I think so. I considered a similar approach earlier, but I didn't want
to spend time tracking down the associated users until the broader
approach was nailed down. More specifically, I think we could set
b_lru_ref to 0 on those buffers and use that to bypass the accounting.
That makes it clear that these buffers are not destined for the LRU and
alternative synchronization is required (which already exists in the
form of lock cycles).

The rest of the feedback makes sense, so I'll incorporate that and give
the above a try... thanks.

Brian

> > Also, given the feedback on
> > the previous patch with regard to filtering out non-new buffers from the
> > I/O count, I've dropped that and replaced it with updates to
> > xfs_buf_rele() to decrement when the buffer is returned to the LRU (we
> > either have to filter out buffers already on the LRU at submit time or
> > make sure that they are decremented when released back to the LRU).
> > 
> > Code follows...
> > 
> > Brian
> > 
> > diff --git a/fs/xfs/xfs_buf.c b/fs/xfs/xfs_buf.c
> > index 4665ff6..b7afbac 100644
> > --- a/fs/xfs/xfs_buf.c
> > +++ b/fs/xfs/xfs_buf.c
> > @@ -80,6 +80,25 @@ xfs_buf_vmap_len(
> >  }
> >  
> >  /*
> > + * Clear the in-flight state on a buffer about to be released to the LRU or
> > + * freed and unaccount from the buftarg. The buftarg I/O count maintains a count
> > + * of held buffers that have undergone at least one I/O in the current hold
> > + * cycle (e.g., not a total I/O count). This provides protection against unmount
> > + * for buffer I/O completion (see xfs_wait_buftarg()) processing.
> > + */
> > +static inline void
> > +xfs_buf_rele_in_flight(
> > +	struct xfs_buf	*bp)
> 
> Not sure about the name: xfs_buf_ioacct_dec()?
> 
> > +{
> > +	if (!(bp->b_flags & _XBF_IN_FLIGHT))
> > +		return;
> > +
> > +	ASSERT(bp->b_flags & XBF_ASYNC);
> > +	bp->b_flags &= ~_XBF_IN_FLIGHT;
> > +	percpu_counter_dec(&bp->b_target->bt_io_count);
> > +}
> > +
> > +/*
> >   * When we mark a buffer stale, we remove the buffer from the LRU and clear the
> >   * b_lru_ref count so that the buffer is freed immediately when the buffer
> >   * reference count falls to zero. If the buffer is already on the LRU, we need
> > @@ -866,30 +885,37 @@ xfs_buf_hold(
> >  }
> >  
> >  /*
> > - *	Releases a hold on the specified buffer.  If the
> > - *	the hold count is 1, calls xfs_buf_free.
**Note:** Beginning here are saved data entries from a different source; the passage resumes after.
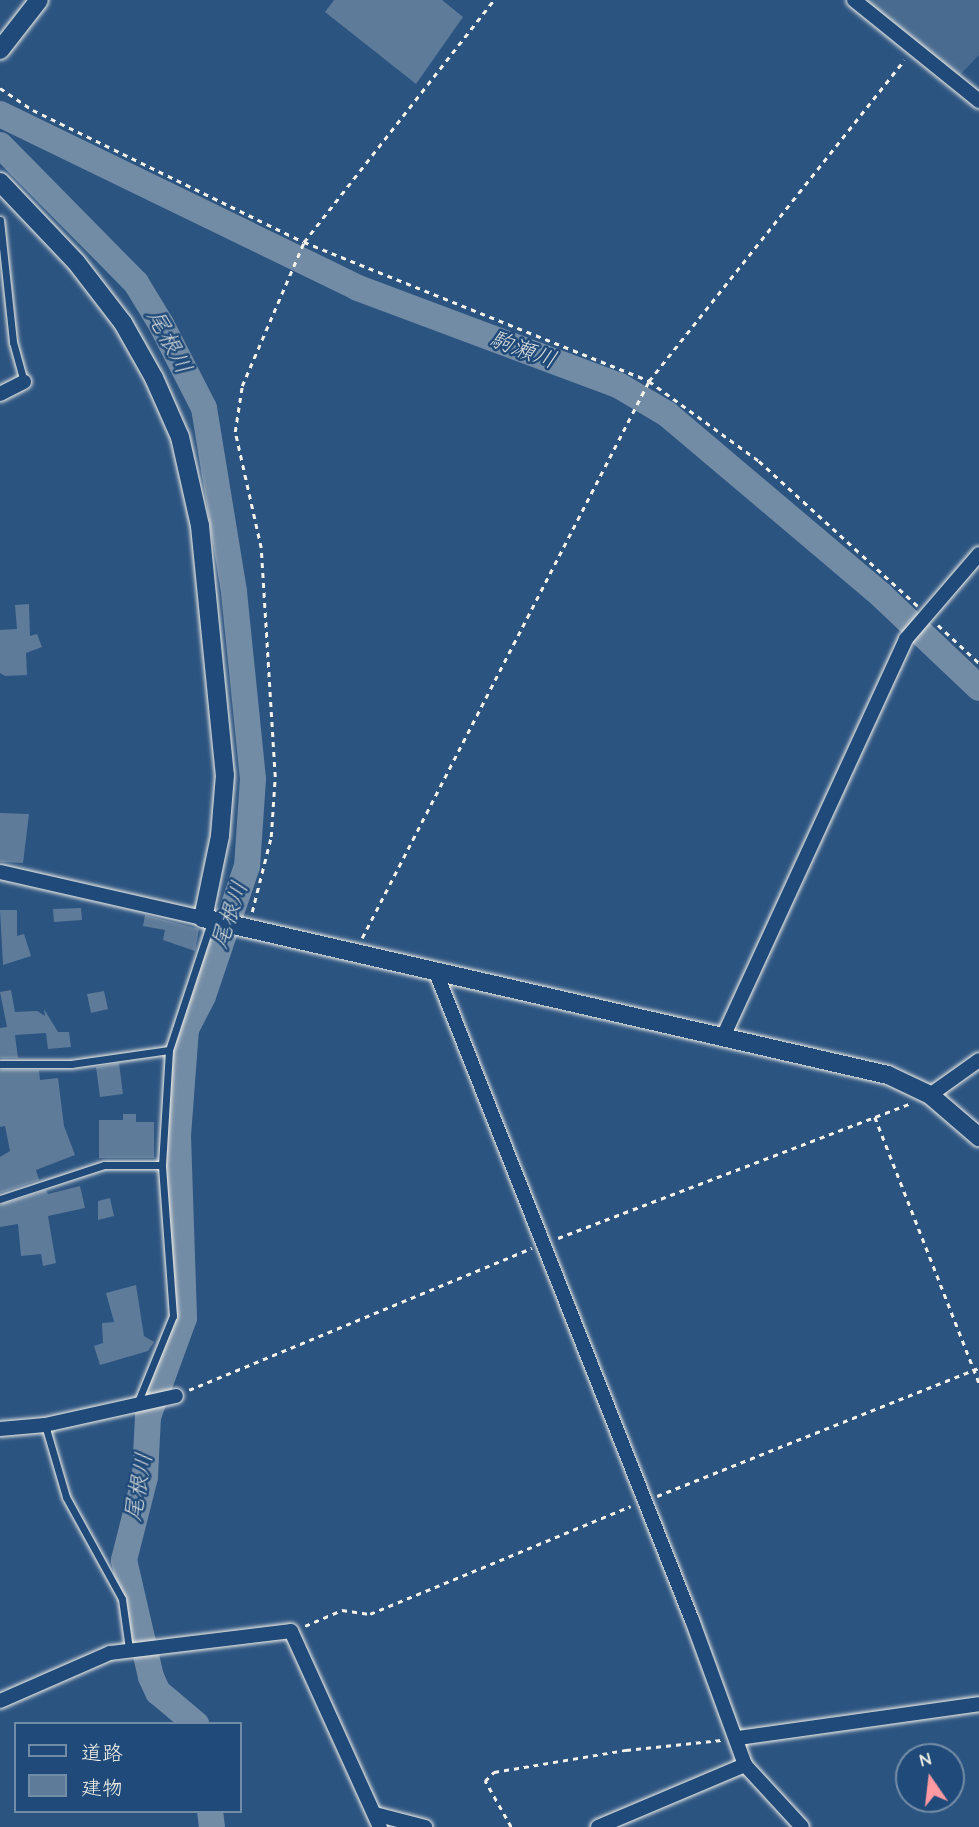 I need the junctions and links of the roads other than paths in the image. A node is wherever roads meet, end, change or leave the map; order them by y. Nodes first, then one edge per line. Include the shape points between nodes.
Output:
1 (39, 0) edge
2 (854, 0) edge
3 (0, 50) edge
4 (979, 101) edge
5 (0, 182) edge
6 (0, 220) edge
7 (24, 382) joint
8 (0, 394) edge
9 (979, 554) edge
10 (0, 872) edge
11 (211, 919) junction
12 (435, 970) junction
13 (723, 1037) junction
14 (169, 1050) junction
15 (979, 1060) edge
16 (0, 1064) edge
17 (930, 1095) junction
18 (979, 1137) edge
19 (162, 1165) junction
20 (0, 1199) edge
21 (176, 1396) road end
22 (137, 1404) junction
23 (45, 1425) junction
24 (0, 1429) edge
25 (129, 1649) junction
26 (0, 1701) edge
27 (979, 1704) edge
28 (738, 1738) junction
29 (745, 1765) junction
30 (377, 1821) edge
31 (425, 1827) edge
32 (598, 1827) edge
33 (802, 1827) edge

1 - 3 street
2 - 4 street
5 - 11 street via 76,262 123,323 155,379 180,438 200,526 225,775
6 - 7 lane via 13,342
7 - 8 street
9 - 13 street via 906,639
10 - 11 street
11 - 12 street
11 - 14 lane
12 - 13 street
12 - 28 street
13 - 17 street via 888,1075
14 - 16 lane via 71,1063
14 - 19 lane
15 - 17 street
17 - 18 street
19 - 20 lane via 104,1165
19 - 22 lane via 173,1317
21 - 22 street
22 - 23 street
23 - 24 street
23 - 25 lane via 66,1497 122,1599
25 - 26 street
25 - 30 street via 291,1632
27 - 28 street
28 - 29 street
29 - 32 street
29 - 33 street
30 - 31 street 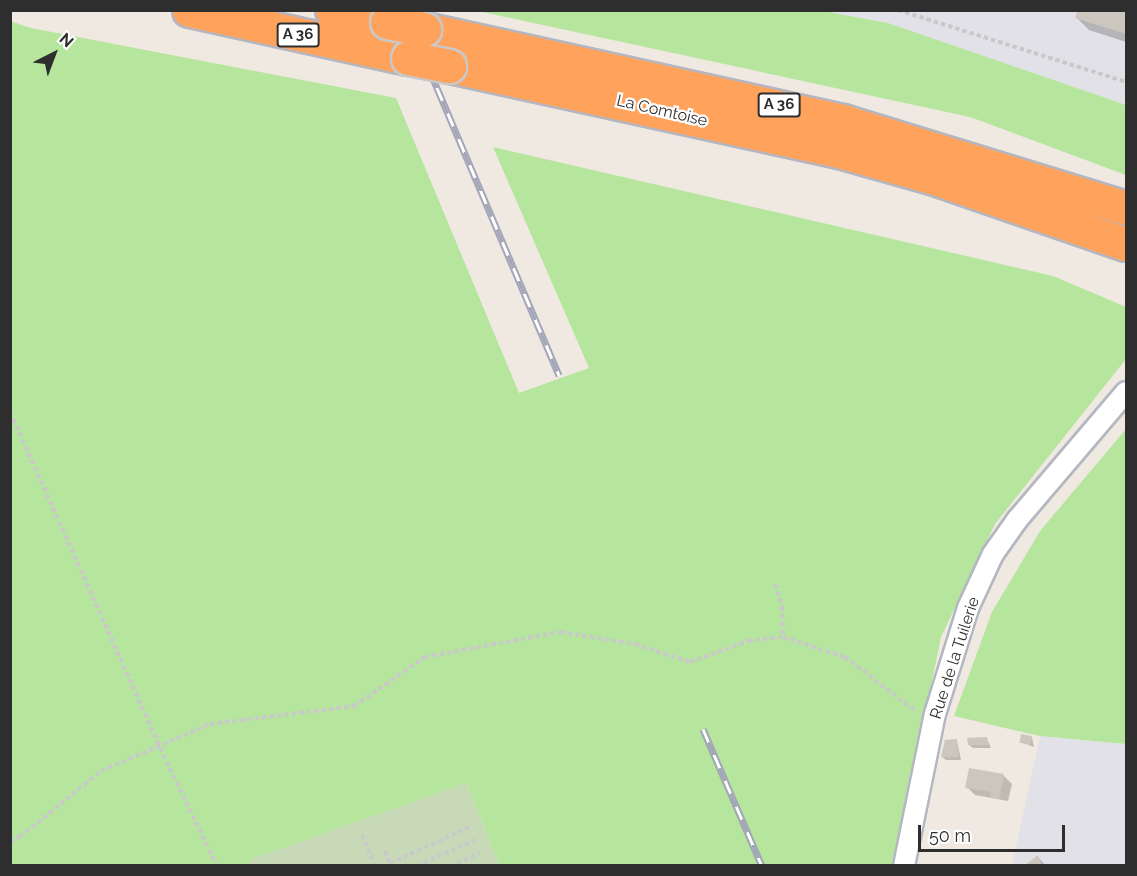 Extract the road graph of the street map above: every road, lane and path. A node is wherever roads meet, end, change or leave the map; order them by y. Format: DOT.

> > + * Release a hold on the specified buffer. If the hold count is 1, the buffer is
> > + * placed on LRU or freed (depending on b_lru_ref).
> >   */
> >  void
> >  xfs_buf_rele(
> >  	xfs_buf_t		*bp)
> >  {
> >  	struct xfs_perag	*pag = bp->b_pag;
> > +	bool			release;
> > +	bool			freebuf = false;
> >  
> >  	trace_xfs_buf_rele(bp, _RET_IP_);
> >  
> >  	if (!pag) {
> >  		ASSERT(list_empty(&bp->b_lru));
> >  		ASSERT(RB_EMPTY_NODE(&bp->b_rbnode));
> > -		if (atomic_dec_and_test(&bp->b_hold))
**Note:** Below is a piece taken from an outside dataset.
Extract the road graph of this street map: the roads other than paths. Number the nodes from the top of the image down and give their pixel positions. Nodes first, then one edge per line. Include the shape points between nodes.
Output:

> > +		if (atomic_dec_and_test(&bp->b_hold)) {
> > +			xfs_buf_rele_in_flight(bp);
> >  			xfs_buf_free(bp);
> > +		}
> >  		return;
> >  	}
> >  
> >  	ASSERT(!RB_EMPTY_NODE(&bp->b_rbnode));
> >  
> >  	ASSERT(atomic_read(&bp->b_hold) > 0);
> > -	if (atomic_dec_and_lock(&bp->b_hold, &pag->pag_buf_lock)) {
> > -		spin_lock(&bp->b_lock);
> > +
> > +	release = atomic_dec_and_lock(&bp->b_hold, &pag->pag_buf_lock);
> > +	spin_lock(&bp->b_lock);
> > +	if (release) {
> > +		xfs_buf_rele_in_flight(bp);
> >  		if (!(bp->b_flags & XBF_STALE) && atomic_read(&bp->b_lru_ref)) {
> >  			/*
> >  			 * If the buffer is added to the LRU take a new
> > @@ -900,7 +926,6 @@ xfs_buf_rele(
> >  				bp->b_state &= ~XFS_BSTATE_DISPOSE;
> >  				atomic_inc(&bp->b_hold);
> >  			}
> > -			spin_unlock(&bp->b_lock);
> >  			spin_unlock(&pag->pag_buf_lock);
> >  		} else {
> >  			/*
> > @@ -914,15 +939,24 @@ xfs_buf_rele(
> >  			} else {
> >  				ASSERT(list_empty(&bp->b_lru));
> >  			}
> > -			spin_unlock(&bp->b_lock);
> >  
> >  			ASSERT(!(bp->b_flags & _XBF_DELWRI_Q));
> >  			rb_erase(&bp->b_rbnode, &pag->pag_buf_tree);
> >  			spin_unlock(&pag->pag_buf_lock);
> >  			xfs_perag_put(pag);
> > -			xfs_buf_free(bp);
> > +			freebuf = true;
> >  		}
> > +	} else if ((atomic_read(&bp->b_hold) == 1) && !list_empty(&bp->b_lru)) {
> > +		/*
> > +		 * The buffer is already on the LRU and it holds the only
> > +		 * reference. Drop the in flight state.
> > +		 */
> > +		xfs_buf_rele_in_flight(bp);
> >  	}
> 
> This b_hold check is racy - bp->b_lock is not enough to stabilise
> the b_hold count. Because we don't hold the buffer semaphore any
> more, another buffer reference holder can successfully run the above
> atomic_dec_and_lock(&bp->b_hold, &pag->pag_buf_lock). New references
> can be taken in xfs_buf_find() so the count could go up, but I
> think that's fine given the eventual case we care about here is
> draining references on unmount.
> 
> I think this is still ok for draining references, too, because of
> the flag check inside xfs_buf_rele_in_flight(). If we race on a
> transition a value of 1, then we end running the branch in each
> caller. If we race on transition to zero, then the caller that is
> releasing the buffer will execute xfs_buf_rele_in_flight() and all
> will be well.
> 
> Needs comments, and maybe restructing the code to handle the
> xfs_buf_rele_in_flight() call up front so it's clear that io
> accounting is clearly a separate case from the rest of release
> handling. e.g.
> 
> 	release = atomic_dec_and_lock(&bp->b_hold, &pag->pag_buf_lock);
> 	spin_lock(&bp->b_lock);
> 	if (!release) {
> 		if (!(atomic_read(&bp->b_hold) == 1) && !list_empty(&bp->b_lru))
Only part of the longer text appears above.